Goodbye Laureen -or- Dear God: Stop Picking Flowers From The Wrong Garden!
I’m 46 years old. I realize that I’m at the point where life is beginning to take away more than it gives. I’m not throwing in the towel or breaking from my usual “glass is half full” attitude, I’m just saying that this is simply how it is.
A couple of months ago I lost a friend (cause of death never disclosed to me). We had worked together on a television series in the late nineties. While I was coordinating the story department he was coordinating the music department. He was the music supervisor on the show whose job was pretty much just sitting in his office playing music all day until he found a few tracks he thought would work on whatever episode we were shooting at the time. How cool is that?!
I had lost touch with him afterward but found him on Facebook several years later. We exchanged comments and “likes” for a few months and then I read a post on his page from his cousin stating he’d died. I had no idea if he was ill or what the hell was going on. All I knew is that he was gone. Just like that.
The weird thing about death is that, at least for me, it makes me think of my own mortality. And doing the job I do (that job I don’t talk about) I see it more often than I care to admit. Death can take us at any time. It’s not fair. But then, who said life is fair?
Yesterday I was killing some time catching up with friends on Facebook when I saw something that I initially thought was a tasteless joke. Someone posted on another friend of mine’s page condolences on her death. I had to read the post three times before I realized this was legit. Laureen was gone. WTF??!!

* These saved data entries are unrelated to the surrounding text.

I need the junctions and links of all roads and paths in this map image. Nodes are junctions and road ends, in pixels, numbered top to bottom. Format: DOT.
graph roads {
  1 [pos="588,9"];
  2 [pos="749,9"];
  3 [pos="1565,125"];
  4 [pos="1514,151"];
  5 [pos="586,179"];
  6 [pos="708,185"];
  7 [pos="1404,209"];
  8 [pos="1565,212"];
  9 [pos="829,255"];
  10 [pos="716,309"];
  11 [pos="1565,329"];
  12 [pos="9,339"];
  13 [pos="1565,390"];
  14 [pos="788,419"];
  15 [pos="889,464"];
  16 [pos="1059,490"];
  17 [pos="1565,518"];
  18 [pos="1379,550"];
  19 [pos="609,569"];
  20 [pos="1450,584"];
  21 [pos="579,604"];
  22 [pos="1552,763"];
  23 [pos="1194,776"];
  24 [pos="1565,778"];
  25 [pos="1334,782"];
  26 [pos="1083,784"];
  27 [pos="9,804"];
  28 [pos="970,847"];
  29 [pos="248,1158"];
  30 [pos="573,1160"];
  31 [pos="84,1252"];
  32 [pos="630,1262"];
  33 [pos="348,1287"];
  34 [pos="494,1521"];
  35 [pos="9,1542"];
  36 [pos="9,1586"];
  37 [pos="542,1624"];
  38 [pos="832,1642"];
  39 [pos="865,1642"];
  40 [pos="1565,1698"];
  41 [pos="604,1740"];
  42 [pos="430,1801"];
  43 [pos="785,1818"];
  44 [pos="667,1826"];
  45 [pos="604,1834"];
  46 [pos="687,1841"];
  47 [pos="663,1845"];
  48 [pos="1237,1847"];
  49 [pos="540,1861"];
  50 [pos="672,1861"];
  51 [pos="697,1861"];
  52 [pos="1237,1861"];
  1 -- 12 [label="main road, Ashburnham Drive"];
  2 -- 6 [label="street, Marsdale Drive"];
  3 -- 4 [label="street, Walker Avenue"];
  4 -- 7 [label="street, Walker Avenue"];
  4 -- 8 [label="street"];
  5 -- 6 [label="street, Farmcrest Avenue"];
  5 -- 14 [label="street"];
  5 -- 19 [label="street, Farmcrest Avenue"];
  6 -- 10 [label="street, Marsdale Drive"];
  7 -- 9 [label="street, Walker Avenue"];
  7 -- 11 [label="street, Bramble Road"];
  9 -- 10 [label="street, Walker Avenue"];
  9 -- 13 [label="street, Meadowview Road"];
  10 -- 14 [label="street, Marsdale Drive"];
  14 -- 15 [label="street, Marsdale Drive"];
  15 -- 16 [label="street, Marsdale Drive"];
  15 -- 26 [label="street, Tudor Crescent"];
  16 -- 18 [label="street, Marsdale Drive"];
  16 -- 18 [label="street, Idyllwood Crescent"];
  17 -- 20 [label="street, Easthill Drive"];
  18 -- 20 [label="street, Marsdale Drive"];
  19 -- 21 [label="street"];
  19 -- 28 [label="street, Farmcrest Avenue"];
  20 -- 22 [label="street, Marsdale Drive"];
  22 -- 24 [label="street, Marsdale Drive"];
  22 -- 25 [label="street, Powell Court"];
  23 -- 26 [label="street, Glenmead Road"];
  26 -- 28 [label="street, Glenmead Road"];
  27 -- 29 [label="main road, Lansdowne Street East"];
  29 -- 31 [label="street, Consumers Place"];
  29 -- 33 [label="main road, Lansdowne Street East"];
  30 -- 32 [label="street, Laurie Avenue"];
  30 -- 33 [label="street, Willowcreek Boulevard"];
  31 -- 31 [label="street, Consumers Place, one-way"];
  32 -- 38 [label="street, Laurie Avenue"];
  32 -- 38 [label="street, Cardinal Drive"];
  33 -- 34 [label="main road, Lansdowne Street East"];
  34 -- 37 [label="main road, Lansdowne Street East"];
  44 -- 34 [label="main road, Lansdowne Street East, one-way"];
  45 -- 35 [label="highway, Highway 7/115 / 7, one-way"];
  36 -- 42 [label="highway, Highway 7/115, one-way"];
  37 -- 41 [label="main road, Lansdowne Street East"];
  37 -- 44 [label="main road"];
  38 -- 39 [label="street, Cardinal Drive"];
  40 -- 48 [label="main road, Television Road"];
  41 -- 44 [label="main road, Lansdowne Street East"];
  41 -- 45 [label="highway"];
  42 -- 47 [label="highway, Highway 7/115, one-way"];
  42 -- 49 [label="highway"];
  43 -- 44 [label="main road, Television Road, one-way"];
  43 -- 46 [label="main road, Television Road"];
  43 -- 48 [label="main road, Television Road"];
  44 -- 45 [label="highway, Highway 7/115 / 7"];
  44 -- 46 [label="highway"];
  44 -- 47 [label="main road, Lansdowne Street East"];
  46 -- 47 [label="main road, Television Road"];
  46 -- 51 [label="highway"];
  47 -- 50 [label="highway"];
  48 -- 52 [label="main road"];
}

In Regina, Saskatchewan the 80’s and early 90’s (before I moved to Toronto) I finished high school and University. I was blessed with lots of friends. I owned a Trans Am that had definitely seen better days. I had no acne. They were good times back then. I hung out with a guy named Wayne Laturnas whom I’d met through working at a drug store together. We spent some of our free time cruising up and down Albert Street in a retired cop car his dad bought him. We’d park it on the side of the road with a McDonalds cup laying on its side on the dash, the big white lid facing the windshield. From the outside it looked like we were real cops with a radar. It offered hours of entertainment as we watched the sea of sudden brake lights on display as drivers pass by.
I got pretty close to Wayne and his family. Two of his three sisters ended up working at the same store and we got along as though we were family. As time passed I felt like I really was family. They all made me feel that way. The two youngest siblings, Laureen and Darrell, were like my little brother and sister. Darrell was flip’n smart for a young kid and so was his sister Laureen. She stood out as being someone who knew what she wanted from the day she popped outta the womb. I’m certain she assisted the Obstetrician with the procedure. Outgoing, pretty, super friendly and smart as a whip. I always knew she’d amount to something huge, like one day cure cancer, bring peace to the Middle East or discover a way to put metal in the microwave. She really brightened any room she walked into. The second youngest of the Laturnases and the one with the most possibility before her. And now she’s gone. Just like that.
Laureen, I’m at a complete loss to understand how your time on Earth could expire so quickly and without any notice. But if I could see you one last time I’d tell you to your face that I was so lucky to have known you. You came from an incredibly loving family and I can only pray that my own children turn out half as well as you did.
Rest in peace little sister. Say hi to your dad!!
Ps. Sorry I couldn’t find any photos of you. Dunno if I ever took any. So I threw in a pic I took of a sunset in PEI. I figure you’re looking at something just as pretty right about now.